Minister of Primary, Secondary, Technical Education and Literacy
- In office 12 September 2017 – 10 June 2021
- President: Faustin-Archange Touadéra
- Prime Minister: Simplice Sarandji Firmin Ngrébada
- Preceded by: Himself (as Minister of National Education, Higher Education and Scientific Research)
- Succeeded by: Himself (as Minister of National Education)

Minister of National Education, Higher Education and Scientific Research
- In office 11 April 2016 – 12 September 2017
- President: Faustin-Archange Touadéra
- Prime Minister: Simplice Sarandji
- Preceded by: Bernard Simiti
- Succeeded by: Himself (as Minister of Primary, Secondary, Technical Education and Literacy; Jean-Jacques Sanze (as Minister of Higher Education; Ginette Amara (as Minister of Scientific Research and Technological Innovation);

Personal details
- Born: 4 July 1958 (age 67) Brazzaville, French Congo
- Party: MCU
- Alma mater: Université Félix Houphouët-Boigny

= Aboubakar Moukadas Nouré =

Aboubakar Moukadas Nouré (born 4 July 1958), also written Aboubakar Moukadas Nour, is a Central African academician, sociologist, writer, and politician.

== Early life and education ==
Born in Brazzaville on 17 March 1958, Nouré belongs to Hausa and is a Muslim. He completed his primary education in Brazzaville. Afterwards, he returned to Bangui and received an A4 baccalaureate diploma. He continued his higher education at the Institute of Ethno-Sociology of Université Félix Houphouët-Boigny, studying social studies and obtained her doctoral degree in sociology.

== Career ==
=== Academics and politics ===
Nouré returned to the Central African Republic in 1995 and worked at the University of Bangui as a lecturer.

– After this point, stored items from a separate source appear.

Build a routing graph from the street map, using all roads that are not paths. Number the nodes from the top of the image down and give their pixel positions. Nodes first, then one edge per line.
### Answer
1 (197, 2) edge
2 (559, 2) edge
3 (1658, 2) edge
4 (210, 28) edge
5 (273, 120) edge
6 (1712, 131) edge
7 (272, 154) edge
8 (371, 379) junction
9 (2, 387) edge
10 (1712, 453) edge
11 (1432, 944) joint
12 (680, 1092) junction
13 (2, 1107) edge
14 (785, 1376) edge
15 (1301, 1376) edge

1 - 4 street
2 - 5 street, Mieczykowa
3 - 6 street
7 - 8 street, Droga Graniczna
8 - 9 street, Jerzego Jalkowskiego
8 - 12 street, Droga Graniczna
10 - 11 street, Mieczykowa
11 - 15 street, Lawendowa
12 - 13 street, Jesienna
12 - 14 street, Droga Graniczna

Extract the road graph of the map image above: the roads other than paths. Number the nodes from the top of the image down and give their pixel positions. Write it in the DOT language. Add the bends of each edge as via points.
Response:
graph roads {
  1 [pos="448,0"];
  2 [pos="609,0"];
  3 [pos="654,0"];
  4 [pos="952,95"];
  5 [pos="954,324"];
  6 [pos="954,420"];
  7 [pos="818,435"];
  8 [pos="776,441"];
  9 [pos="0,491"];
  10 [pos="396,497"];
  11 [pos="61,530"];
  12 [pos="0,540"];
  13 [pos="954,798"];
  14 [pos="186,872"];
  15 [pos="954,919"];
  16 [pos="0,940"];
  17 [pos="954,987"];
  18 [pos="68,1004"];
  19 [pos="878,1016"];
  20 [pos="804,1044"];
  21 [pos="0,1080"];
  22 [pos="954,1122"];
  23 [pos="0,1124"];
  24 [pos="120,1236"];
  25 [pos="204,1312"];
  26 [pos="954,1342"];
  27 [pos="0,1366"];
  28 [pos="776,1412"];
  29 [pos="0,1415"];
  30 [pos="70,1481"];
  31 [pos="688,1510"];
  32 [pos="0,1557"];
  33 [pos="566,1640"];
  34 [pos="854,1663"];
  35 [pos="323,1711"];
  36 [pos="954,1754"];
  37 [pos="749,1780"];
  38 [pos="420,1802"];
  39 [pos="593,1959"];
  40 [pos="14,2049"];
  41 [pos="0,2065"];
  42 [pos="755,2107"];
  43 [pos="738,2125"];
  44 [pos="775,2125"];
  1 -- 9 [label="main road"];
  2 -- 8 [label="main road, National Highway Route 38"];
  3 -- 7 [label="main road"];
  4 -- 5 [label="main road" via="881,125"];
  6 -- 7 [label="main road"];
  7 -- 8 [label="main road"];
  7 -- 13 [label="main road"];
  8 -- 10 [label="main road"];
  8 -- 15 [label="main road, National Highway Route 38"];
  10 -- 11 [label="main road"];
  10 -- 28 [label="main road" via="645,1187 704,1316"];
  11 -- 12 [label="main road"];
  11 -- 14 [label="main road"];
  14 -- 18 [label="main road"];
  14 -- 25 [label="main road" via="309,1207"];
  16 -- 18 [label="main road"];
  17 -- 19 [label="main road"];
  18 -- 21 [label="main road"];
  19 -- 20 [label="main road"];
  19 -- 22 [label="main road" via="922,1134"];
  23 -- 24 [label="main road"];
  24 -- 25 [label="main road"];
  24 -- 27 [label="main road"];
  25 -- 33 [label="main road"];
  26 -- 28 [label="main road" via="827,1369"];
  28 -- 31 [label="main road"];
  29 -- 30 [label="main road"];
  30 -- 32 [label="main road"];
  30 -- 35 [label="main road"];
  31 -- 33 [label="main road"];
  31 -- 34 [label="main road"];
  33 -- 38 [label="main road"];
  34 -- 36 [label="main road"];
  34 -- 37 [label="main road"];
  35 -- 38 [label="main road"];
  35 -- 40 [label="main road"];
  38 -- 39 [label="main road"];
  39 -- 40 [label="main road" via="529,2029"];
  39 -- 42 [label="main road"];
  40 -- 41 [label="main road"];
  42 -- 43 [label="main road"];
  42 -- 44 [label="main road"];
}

Apart from being a lecturer, he served as Head of the Department of Philosophy and later Sociology.

Apart from Nouré's academic career, he also served in various positions in politics. From 2004 to 2005, he became Electoral Commissioner. He also served as the National Councillor. Furthermore, he joined the National Transitional Council as a representative from Nana-Grébizi and became its advisor. In 2018, he joined MCU party and was appointed as the Deputy General Rapporteur of MCU's political bureau. He also become the Head of Platform of Central African Muslim Association. Serving as Head of the Muslim Association, he refused to accept the appointed members of Bangui’s 3rd arrondissement National Elections Authority branch, as there were no Muslims within the body amidst the heterogeneous population in the area.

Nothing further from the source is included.